Fly Fishing the French Broad
Photos and Commentary by Waitsel Smith
Last November, seven buddies and I went to Lake Toxaway, NC for a fishing trip. We form a discipleship group at our church, and this was the first time all eight of us had ever been able to go off on a weekend trip together. The weather was gorgeous. We went north on Interstate 85 out of Atlanta to Hwy 11, then Hwy 281. At Hwy 64, we turned right, heading east. (Commercial photo.)
Our chalet was located on the fabulous golf course at Lake Toxaway Country Club. That was just where we slept. Our real destination was the French Broad River, about 10 miles away to the east. I'm not a fly fisherman; but it was a real treat for me to watch the guys who are get their gear ready the night before. (Commercial photo.)
The fork of the river that we were on ran along a back road, which we followed for a ways. There were other fishermen already on it, spaced 100 yards or more apart, so we kept driving. It reminded me of when I was a boy, bird hunting with my dad, how we drove until we found a bean field free of other hunters. Finally, we came to a scenic highway where there were as yet relatively few other fishermen, and got out.
The river was a nice mix of rapids and gentle sections, and extremely cold. I had never worn waders before, so I put on one of the extra pairs the guys had brought and went out into the middle of the river. It was exhilarating.
It didn't take the guys long to stake out their territory and get to work. The river had been stocked recently - as a matter of fact, the guy who stocked it was just up the river fishing - so the fish were biting.
First catch of the day for our guys, made by Race.
One of the more aggressive sections of the river...
... and one of our more aggressive fishermen, Kirby.
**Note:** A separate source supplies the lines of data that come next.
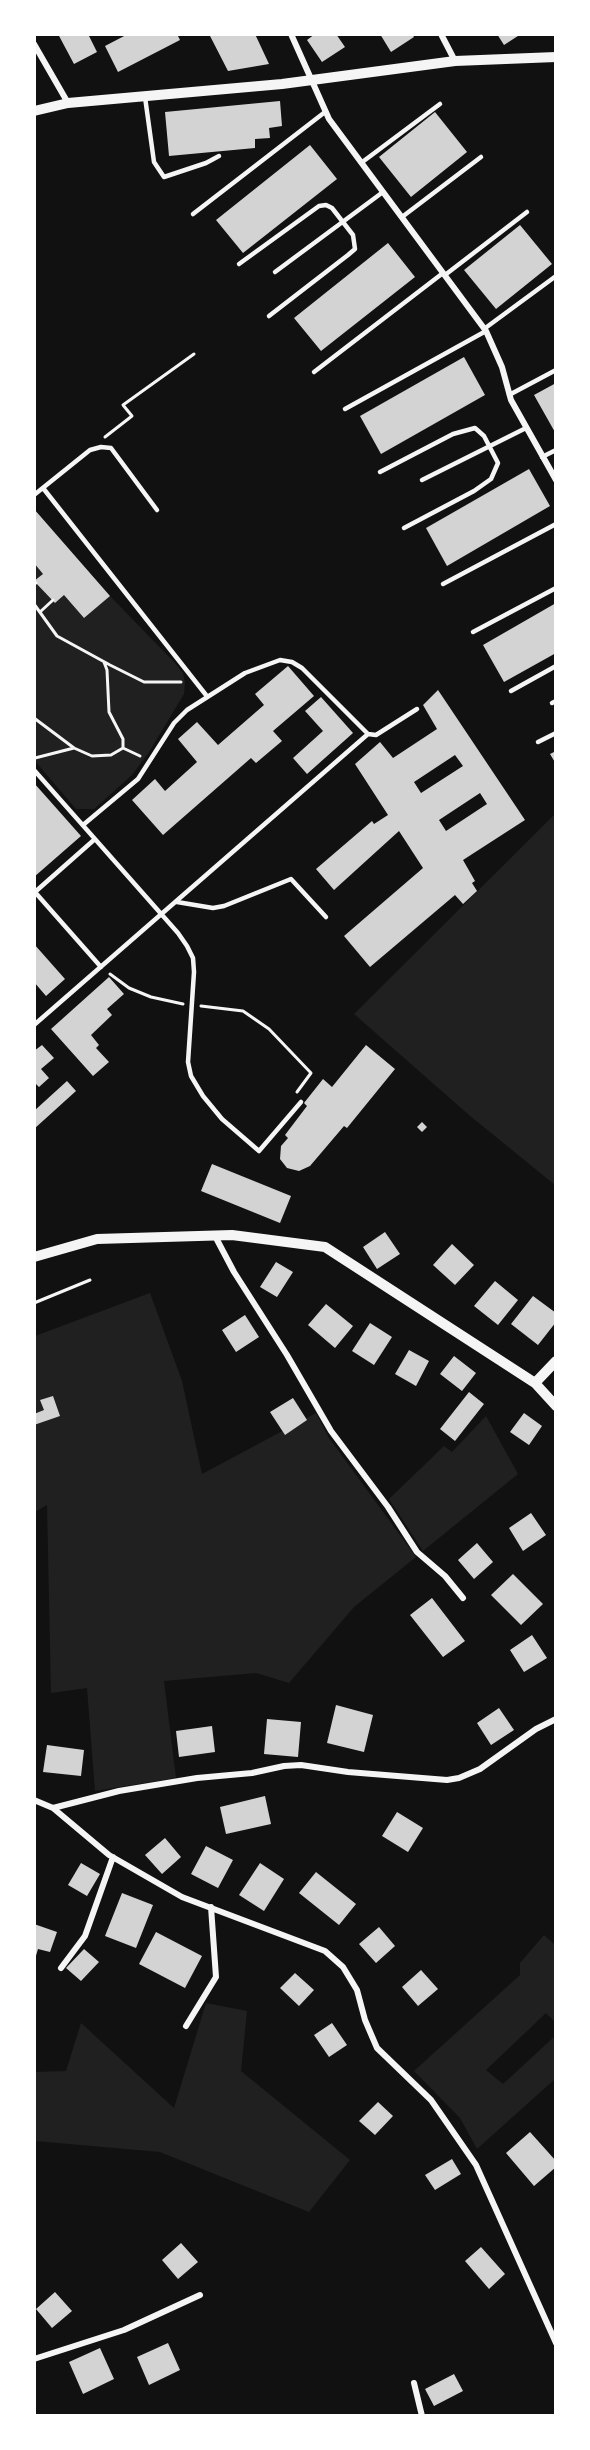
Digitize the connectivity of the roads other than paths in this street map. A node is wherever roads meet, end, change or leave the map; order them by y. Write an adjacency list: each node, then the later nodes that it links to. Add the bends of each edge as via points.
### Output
1 (291, 34): 6 (street)
2 (441, 34): 5 (street)
3 (34, 44): 8 (street)
4 (555, 57): 5 (street)
5 (455, 61): 6 (street)
6 (313, 80): 7 (street); 11 (street)
7 (145, 97): 8 (street); 12 (lane, via 154,162 164,177)
8 (68, 103): 10 (street)
9 (440, 104): 14 (lane)
10 (34, 111)
11 (325, 112): 14 (street); 17 (lane)
12 (219, 156)
13 (481, 158): 18 (lane)
14 (361, 163): 15 (street)
15 (383, 192): 18 (street); 19 (lane)
16 (527, 212): 22 (lane)
17 (193, 214)
18 (402, 217): 22 (street)
19 (343, 221): 20 (lane, via 333,208 319,206); 21 (lane); 24 (lane, via 353,235 355,249)
20 (239, 264)
21 (275, 272)
22 (444, 274): 25 (street); 27 (lane)
23 (555, 276): 25 (lane)
24 (269, 316)
25 (485, 330): 28 (street, via 502,367); 29 (lane)
26 (555, 370): 28 (lane)
27 (314, 372)
28 (509, 395): 30 (street)
29 (345, 409)
30 (526, 428): 31 (lane); 33 (street)
31 (490, 446): 34 (lane, via 475,428 464,430); 35 (lane); 41 (lane, via 498,463 491,479)
32 (555, 450): 33 (lane)
33 (542, 457): 36 (street)
34 (380, 472)
35 (422, 480)
36 (555, 480)
37 (43, 488): 38 (lane); 39 (lane, via 90,450 111,448); 47 (lane)
38 (34, 495)
39 (157, 510)
40 (555, 524): 42 (lane)
41 (404, 528)
42 (443, 584)
43 (555, 588): 44 (lane)
44 (473, 632)
45 (555, 666): 46 (lane)
46 (511, 691)
47 (206, 695): 50 (lane, via 245,672 280,660 292,662); 53 (lane, via 174,723 138,779)
48 (417, 709): 50 (lane, via 376,735)
49 (555, 733): 51 (lane)
50 (369, 734): 56 (lane)
51 (538, 742)
52 (34, 770): 53 (lane)
53 (83, 825): 54 (lane)
54 (95, 839): 55 (lane); 57 (lane)
55 (35, 892): 59 (lane)
56 (177, 902): 57 (lane); 58 (lane, via 224,906 291,879)
57 (162, 915): 59 (lane); 61 (lane, via 193,958 188,1062 203,1096 237,1134 259,1151)
58 (326, 917)
59 (101, 967): 60 (lane)
60 (34, 1024)
61 (301, 1102)
62 (215, 1236): 63 (street, via 97,1239); 65 (street, via 325,1247); 67 (street, via 331,1431 417,1552)
63 (34, 1257)
64 (555, 1361): 65 (street)
65 (535, 1383): 66 (street)
66 (555, 1406)
67 (463, 1598)
68 (555, 1719): 70 (street, via 480,1769 459,1778 284,1766 118,1791)
69 (34, 1800): 70 (street)
70 (53, 1808): 71 (street)
71 (113, 1857): 72 (street, via 182,1897); 73 (street, via 85,1936)
72 (211, 1907): 74 (street, via 216,1977); 76 (street, via 325,1951 343,1966 357,1990 377,2048 430,2100 476,2165)
73 (61, 1968)
74 (186, 2026)
75 (200, 2295): 77 (street, via 124,2330)
76 (555, 2343)
77 (34, 2359)
78 (414, 2383): 79 (street)
79 (422, 2415)

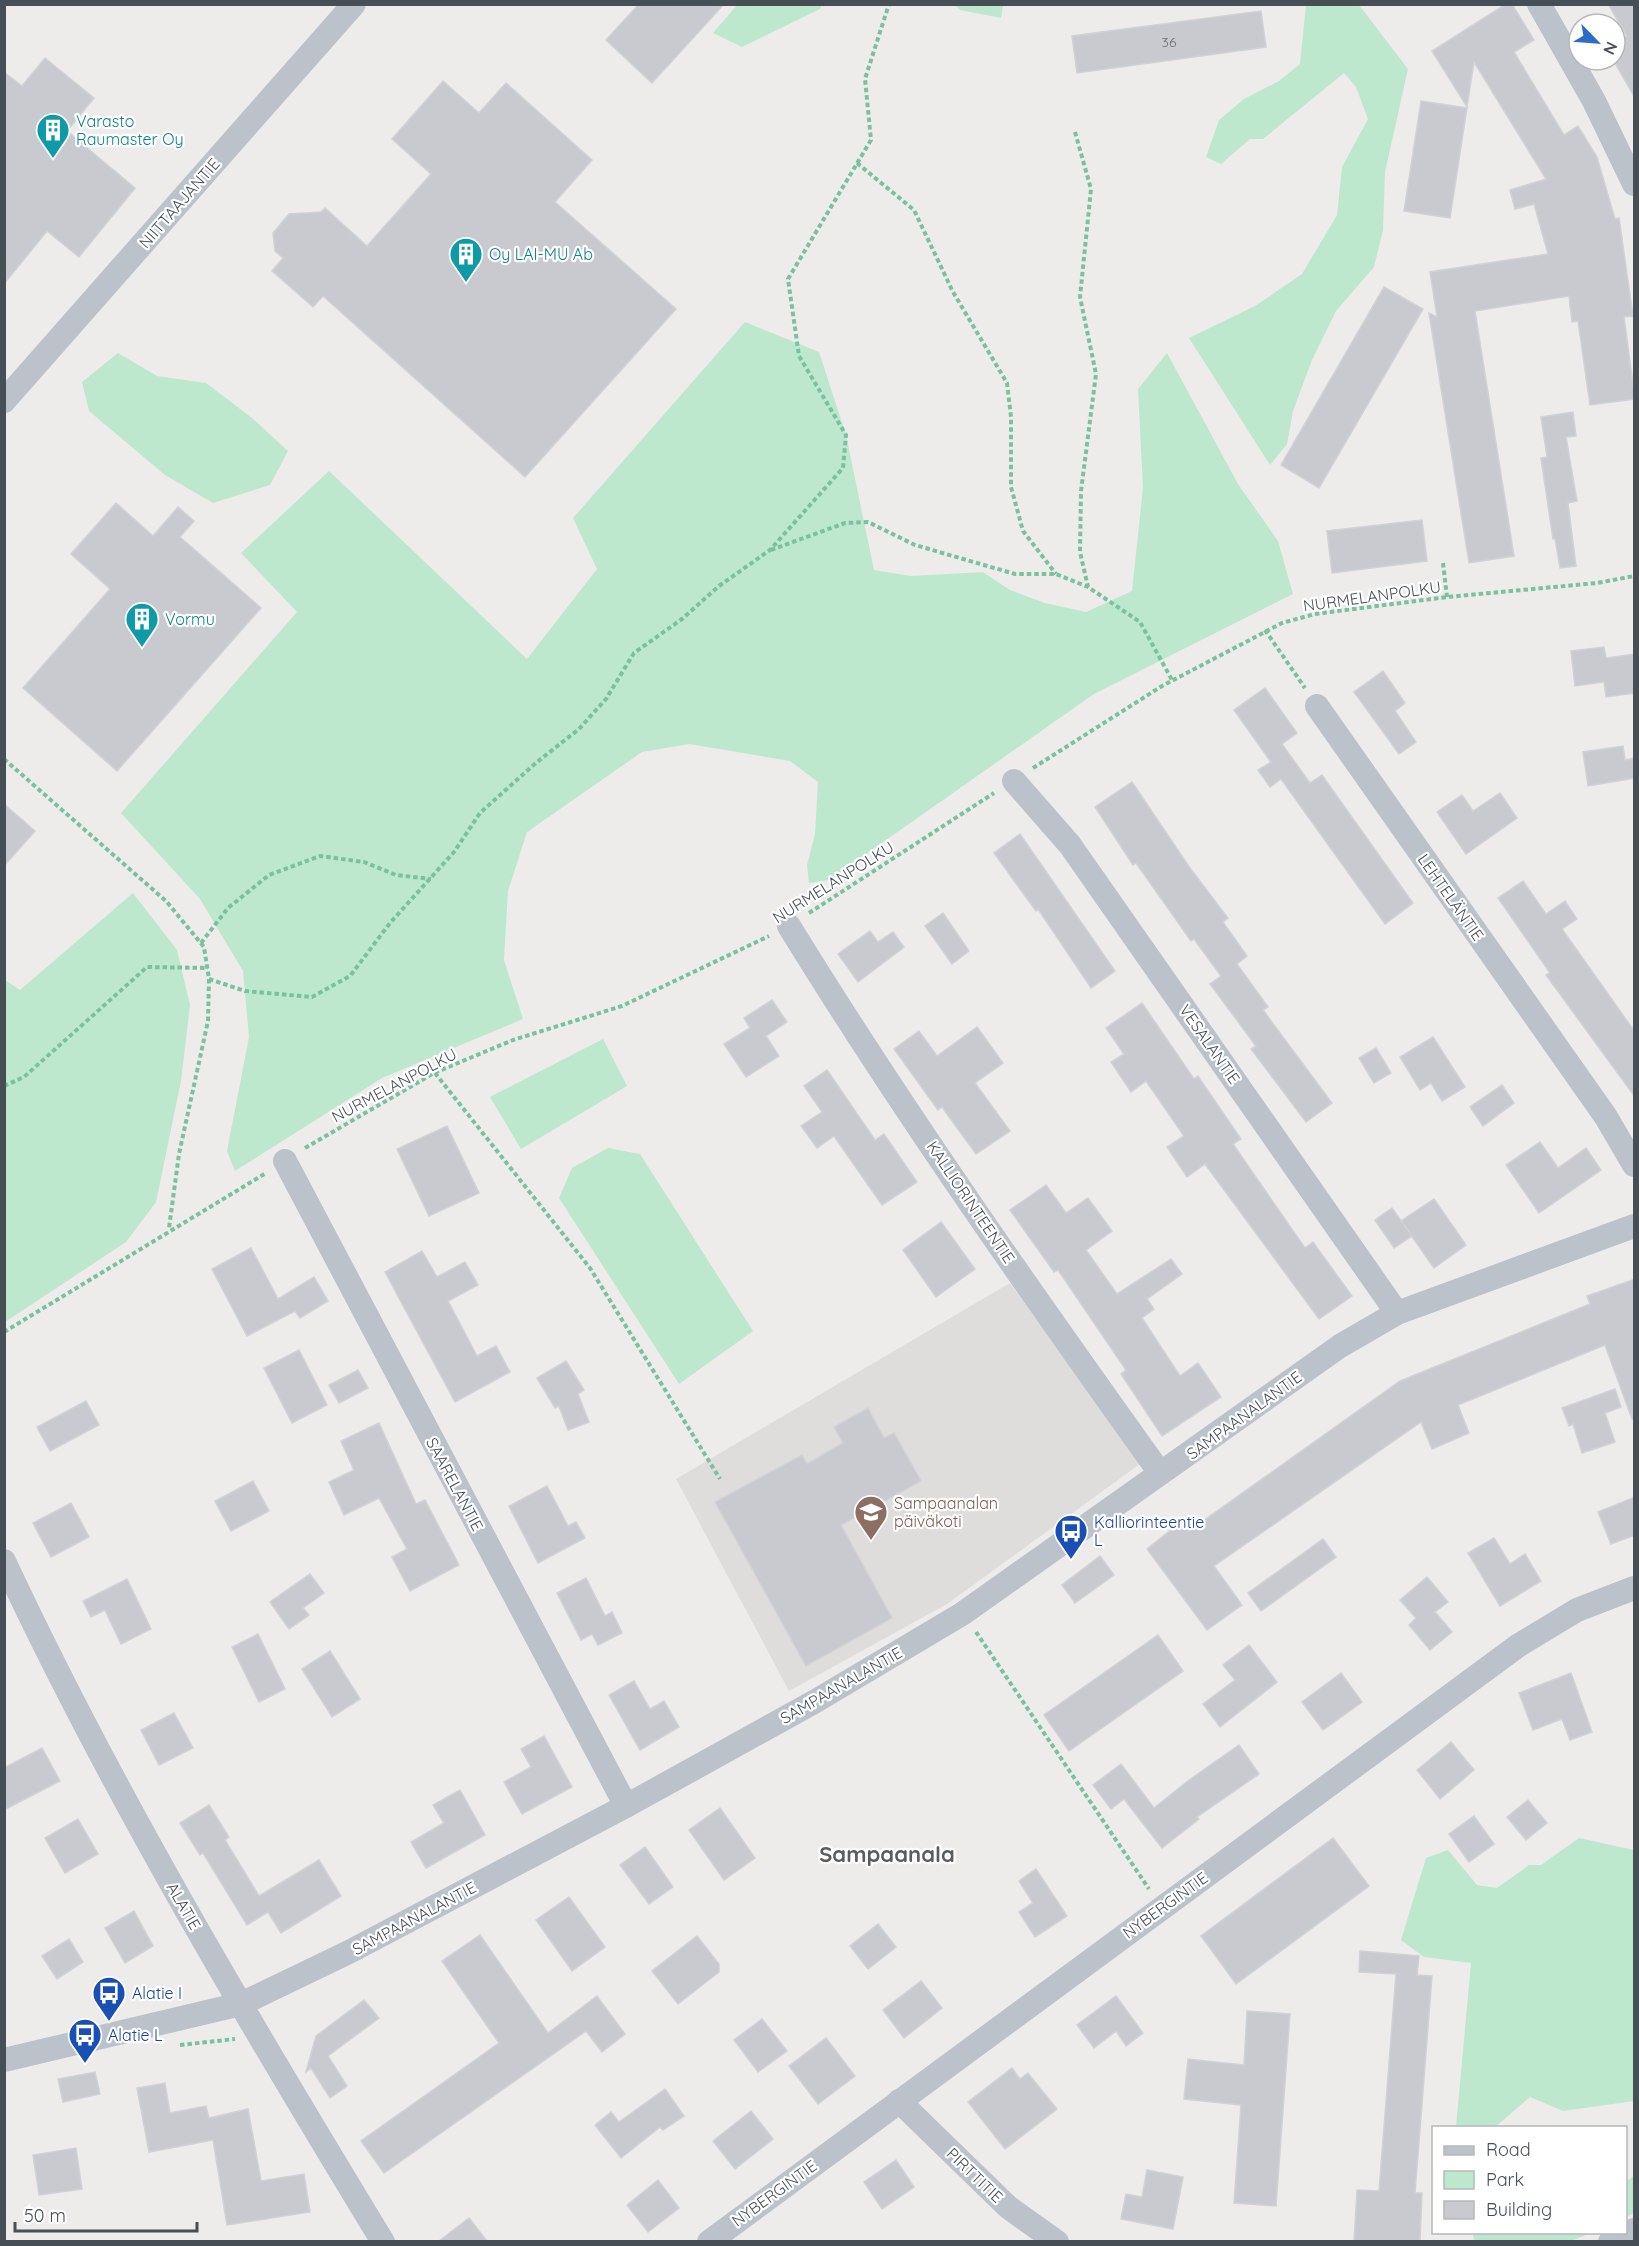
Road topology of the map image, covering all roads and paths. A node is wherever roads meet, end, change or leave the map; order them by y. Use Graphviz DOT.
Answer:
graph roads {
  1 [pos="354,4"];
  2 [pos="889,4"];
  3 [pos="1539,4"];
  4 [pos="1075,132"];
  5 [pos="857,163"];
  6 [pos="1635,184"];
  7 [pos="4,401"];
  8 [pos="770,550"];
  9 [pos="1443,563"];
  10 [pos="1056,573"];
  11 [pos="1635,576"];
  12 [pos="1088,587"];
  13 [pos="1447,597"];
  14 [pos="1265,630"];
  15 [pos="1172,680"];
  16 [pos="1317,706"];
  17 [pos="4,759"];
  18 [pos="1014,781"];
  19 [pos="431,879"];
  20 [pos="789,926"];
  21 [pos="201,943"];
  22 [pos="208,968"];
  23 [pos="209,979"];
  24 [pos="434,1073"];
  25 [pos="4,1086"];
  26 [pos="285,1161"];
  27 [pos="1635,1165"];
  28 [pos="1635,1226"];
  29 [pos="169,1229"];
  30 [pos="1397,1313"];
  31 [pos="4,1332"];
  32 [pos="1160,1473"];
  33 [pos="720,1479"];
  34 [pos="4,1561"];
  35 [pos="1635,1588"];
  36 [pos="962,1614"];
  37 [pos="626,1806"];
  38 [pos="1161,1907"];
  39 [pos="241,2004"];
  40 [pos="4,2060"];
  41 [pos="899,2101"];
  42 [pos="1626,2234"];
  43 [pos="382,2241"];
  44 [pos="709,2241"];
  45 [pos="1057,2241"];
  46 [pos="1611,2241"];
  1 -- 7 [label="street, NIITTAAJANTIE"];
  2 -- 5 [label="path"];
  3 -- 6 [label="street"];
  4 -- 12 [label="path"];
  5 -- 8 [label="path"];
  5 -- 10 [label="path"];
  8 -- 10 [label="path"];
  8 -- 19 [label="path"];
  9 -- 13 [label="path"];
  10 -- 12 [label="path"];
  11 -- 13 [label="path, NURMELANPOLKU"];
  12 -- 15 [label="path"];
  13 -- 14 [label="path, NURMELANPOLKU"];
  14 -- 15 [label="path, NURMELANPOLKU"];
  14 -- 16 [label="path"];
  15 -- 18 [label="path, NURMELANPOLKU"];
  16 -- 27 [label="street, LEHTELÄNTIE"];
  17 -- 21 [label="path"];
  18 -- 20 [label="path, NURMELANPOLKU"];
  18 -- 30 [label="street, VESALANTIE"];
  19 -- 21 [label="path"];
  19 -- 23 [label="path"];
  20 -- 24 [label="path, NURMELANPOLKU"];
  20 -- 32 [label="street, KALLIORINTEENTIE"];
  21 -- 22 [label="path"];
  22 -- 23 [label="path"];
  22 -- 25 [label="path"];
  23 -- 29 [label="path"];
  24 -- 26 [label="path, NURMELANPOLKU"];
  24 -- 33 [label="path"];
  26 -- 29 [label="path, NURMELANPOLKU"];
  26 -- 37 [label="street, SAARELANTIE"];
  28 -- 30 [label="street, SAMPAANALANTIE"];
  29 -- 31 [label="path, NURMELANPOLKU"];
  30 -- 32 [label="street, SAMPAANALANTIE"];
  32 -- 36 [label="street, SAMPAANALANTIE"];
  34 -- 39 [label="street, ALATIE"];
  35 -- 38 [label="street, NYBERGINTIE"];
  36 -- 37 [label="street, SAMPAANALANTIE"];
  36 -- 38 [label="path"];
  37 -- 39 [label="street, SAMPAANALANTIE"];
  38 -- 41 [label="street, NYBERGINTIE"];
  39 -- 40 [label="street, SAMPAANALANTIE"];
  39 -- 43 [label="street, ALATIE"];
  41 -- 44 [label="street, NYBERGINTIE"];
  41 -- 45 [label="street, PIRTTITIE"];
  42 -- 46 [label="street"];
}
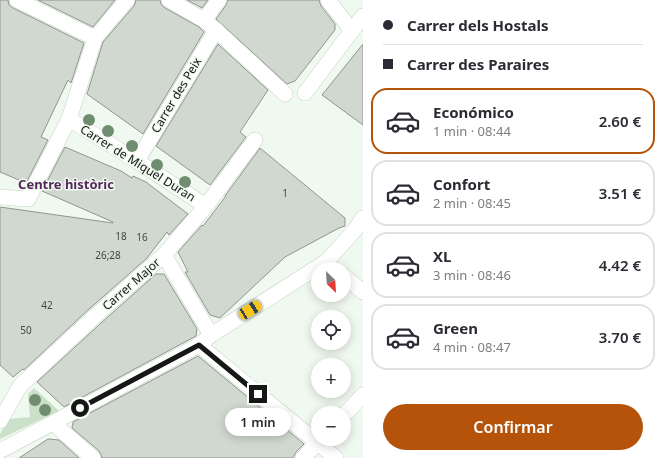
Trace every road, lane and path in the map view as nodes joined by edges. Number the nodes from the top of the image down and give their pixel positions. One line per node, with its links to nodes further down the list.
1 (17, 0): 10 (street)
2 (127, 0): 10 (street)
3 (169, 0): 7 (street)
4 (219, 0): 7 (street)
5 (328, 0): 9 (street)
6 (363, 16): 9 (street)
7 (204, 20): 8 (street)
8 (216, 30): 12 (street); 15 (street, Carrer des Peix)
9 (352, 31): 11 (street)
10 (95, 38): 13 (street)
11 (305, 93)
12 (285, 94)
13 (70, 120): 15 (street, Carrer de Miquel Duran); 16 (street)
14 (255, 140): 17 (street, Carrer Major)
15 (137, 161): 17 (street, Carrer de Miquel Duran)
16 (0, 197)
17 (206, 206): 19 (street, Carrer Major)
18 (363, 218): 20 (street)
19 (164, 255): 24 (street); 28 (street, Carrer Major)
20 (333, 262)
21 (311, 277): 24 (street)
22 (351, 282): 23 (street)
23 (363, 292)
24 (211, 335): 25 (street)
25 (199, 345): 29 (street); 30 (street)
26 (363, 395): 27 (street)
27 (351, 408)
28 (0, 421)
29 (53, 423): 33 (street); 34 (street)
30 (311, 435)
31 (314, 446): 35 (street)
32 (324, 446): 36 (street)
33 (0, 451)
34 (93, 458)
35 (303, 458)
36 (336, 458)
Here's a more serene section; and, I think, the fisherman to match it.
Serenity paid off, because Eric had the most catches of the day, including this beauty.
One of the least aggressive sections of the river was further downstream, below the bridge we had crossed over to get there.
Scott, our host, occupied that section of the river and I believe he's got one.
After a while, I decided to walk on up the river to see what some of the other fishermen were catching. This is the wildlife manager that stocked the river a day or so earlier.
You can see how clear the water is. It's funny how the fish in this river all seem to look alike.
Further on up the river, I met this gentleman: George Wilson from Raleigh. He was fishing with his son. He said he was 86 years old - same age as my mom - and that he had been a professor of philosophy at one of the colleges. I guess you could call him a river philosopher. We talked about how times had changed and both bemoaned the fact that they had not changed for the better.
Wait a second, George: your fish looks like everybody else's! Could it be that everybody was catching and throwing back the same fish?!
I asked some of my buddies what they thought of that theory. They said, "Sounds fishy." Oh, well.
If you get a chance to fish the French Broad, it's definitely worth it. But try to go on a weekend right after they've restocked the river: the fish won't realize what they're biting into, and you'll be in a fisherman's paradise.